I hung out with Age yesterday, and because she knows about the whole engagement ordeal, I was so relieved to finally be able to talk to someone. And she listened, she really did. But then, at the same time, amidst all of my upset ranting about how my relationship is suddenly going nowhere for no apparent reasoning, she kept talking about how H is going to propose to her. And they talk about it all the time. And he's trying to find a ring for her. And he's gotten all of these jewelry catalogs and he gave them to her to circle which ones she liked. And as she's going on and on about this, I'm thinking... Are you serious? Are you freaking serious? I'm happy for you (I guess... I'm not quite sure I agree with this whole thing. I mean, they've been dating what? Six months? Isn't that a little fast. But, I'll get to all my insecurities on that issue on a different day) but are you freaking serious? Do you have to go on and on about how you're going to get engaged very soon when your best friend just found out that the engagement that she was just expecting to happen, isn't going to happen. It just seemed so... rude. Kind of mean. You know? It just kind of hurt me. I am happy for her, and she's allowed to be happy, but I don't need it rubbed in my face.

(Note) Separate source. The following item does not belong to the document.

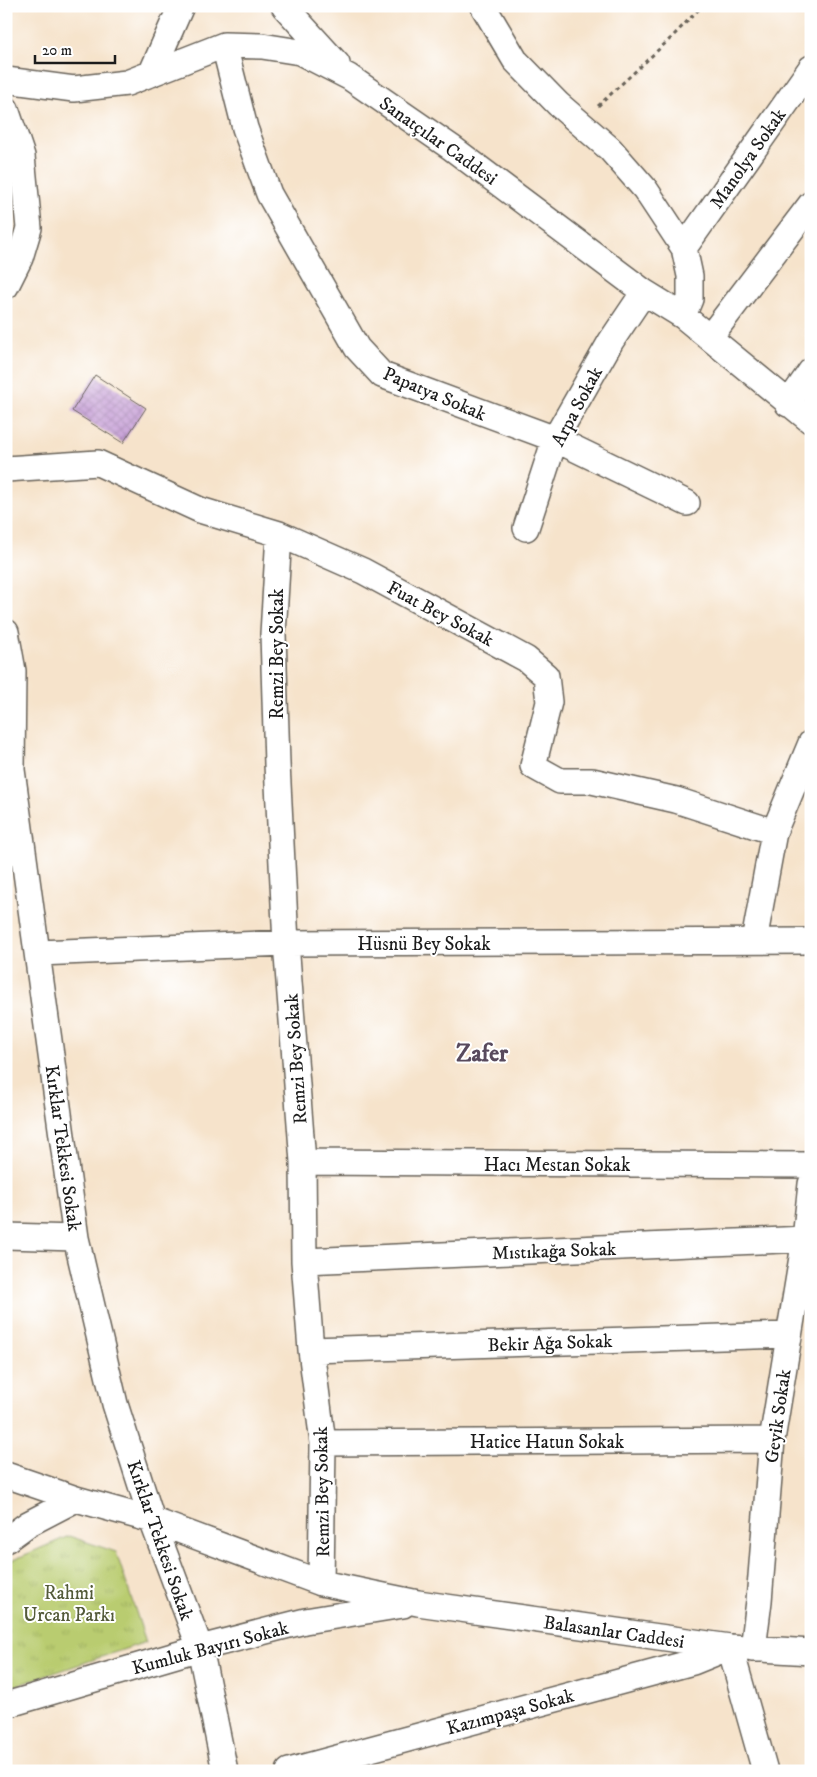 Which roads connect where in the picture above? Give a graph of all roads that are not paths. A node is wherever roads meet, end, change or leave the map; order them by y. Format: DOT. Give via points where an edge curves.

So, I'm not engaged. My one last hope is that he's holding out for the anniversary of when he told me that he'd propose to me if we were still as happy in a year. Which is on January 18th. Other than that, I don't know what to think. He's backing out. He's running away. He's scared. And I don't know why... I don't know what to think anymore. I never knew I was so scary that he would break such a huge promise that he made to me.

But, enough of that blah blah. I'm so sick of thinking about it.

Christmas went well. I got to have a lot of nice family time, which was nice. I got lots of DVDs and clothes, which is just what I wanted. Doug ended up getting me a series of gifts with the theme of "Helping Amy Relax When She's Super Stressed": an electric blanket, a super-soft robe, massaging slippers, and an electronic sudoku/crossword puzzle game. They were all very nicely thought out, and I enjoyed the gift. Then New Year's Eve rolled around. Doug and I went to a New Year's Eve Pajama Party at one of his sister's friends houses. Which was fun, but kind of awkward. Not to mention the fact that I was sick, so I was tired and not that into it. But, I enjoyed myself.

Then, I got even more sick. Then, I started to get better, but then, lost my voice. But now... finally... I'm feeling better and my voice is struggling to restore itself.

Winter break is slowly coming to an end, and I have to say, I'm disappointed. I really enjoyed my break, and I'm not really ready to go back to school. Back to the stress of classes and back to that lonely dorm room. Next semester my classes are mainly night classes, because that's just how my schedule worked out. That's good and bad all at once. Night classes can be so long and boring. But, it's nice to get to sleep in. But, at the same time, I have a practicum next semester so the odds that I'll get to sleep in are slim to none. 

It will be okay though. Spring semester usually seems to drag, but I'm hoping this one won't. I have no idea what to expect of what's to come. I don't know how I'll deal with this semester, I don't know where I'm going to live once I move out of the dorms, I don't know where I'll earn money this summer working, I don't know where I'm going to student teach in the fall. But it will all work out. It will all come together. Won't it?